Civil Libertarians Bash Bush’s Privacy Guidelines
If you look inside the White House, there is a new extension of Big Brother taking legs from the administration’s latest attempt to curb our ability to know who is spying on us. Bush’s new privacy guidelines fail to protect the rights of Americans, according to what civil libertarians told the privacy board’s first public forum. Right out of the box, his imperial majesty is being told he is all wrong again by some of the top privacy advocates in the country.
Weaker Than Privacy Act of 1974
Once Again, Innocent Americans at Risk
James Dempsey from the Markle Foundation, which focuses on improving national security while protecting established civil liberties, says the guidelines don’t allow redress for people erroneously targeted in counterterrorism programs. This is a subject I have been blogging on for almost two years now. No matter how many times this administration tells us they don’t spy on innocent Americans, with the data mining techniques now being used, they cannot avoid it. I know. Predictive modeling was a part of my function as a mailing list broker and database expert.
Technology Must be Harnessed to Protect Consumers
The technology revolution is only going to grow at an accelerated pace based on the recent past, and the one thing missing in the equation is the individual’s right to privacy. The original inventors of the computer—and there were a few—could not foresee the problems their inventions would bestow on the average person. Nor were they concerned about this at the time because, like today, they were in a hurry to advance this technology to its greatest height. Now we are there and still progressing at the speed of light. The time has come to focus on the consumer by giving them control over their names and personal data.
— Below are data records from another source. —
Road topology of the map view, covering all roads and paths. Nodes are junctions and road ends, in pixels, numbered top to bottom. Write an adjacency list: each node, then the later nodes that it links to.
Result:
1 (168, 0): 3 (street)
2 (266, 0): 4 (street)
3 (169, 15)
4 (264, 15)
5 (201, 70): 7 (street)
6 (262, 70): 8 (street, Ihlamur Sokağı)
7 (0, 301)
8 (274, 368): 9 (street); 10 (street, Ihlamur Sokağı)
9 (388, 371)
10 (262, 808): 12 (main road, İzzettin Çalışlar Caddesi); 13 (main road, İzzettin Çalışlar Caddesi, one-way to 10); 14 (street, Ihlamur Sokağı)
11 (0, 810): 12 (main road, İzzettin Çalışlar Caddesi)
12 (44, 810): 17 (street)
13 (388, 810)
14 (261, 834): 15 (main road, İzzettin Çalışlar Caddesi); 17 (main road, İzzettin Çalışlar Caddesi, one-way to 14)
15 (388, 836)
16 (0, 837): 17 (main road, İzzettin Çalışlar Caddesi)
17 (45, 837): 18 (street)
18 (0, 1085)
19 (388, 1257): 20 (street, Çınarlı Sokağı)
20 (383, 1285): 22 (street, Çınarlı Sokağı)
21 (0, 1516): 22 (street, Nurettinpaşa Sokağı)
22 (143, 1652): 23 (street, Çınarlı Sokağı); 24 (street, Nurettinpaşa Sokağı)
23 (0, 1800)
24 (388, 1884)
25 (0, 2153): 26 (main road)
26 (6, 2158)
Another Extension of Big Brother
Like the USA Patriot Act and NSA spying, Bush has once again manipulated this bureaucratic body so that it is solely under his wing. Lanny Davis, the privacy board’s only Democrat, along with four Republican members, commented that “…he was puzzled about why Congress had placed what was supposed to be an independent oversight board under the president.” Obviously a hypothetical statement. Davis was no doubt thinking ahead to 2007 when Democrats take over Congress.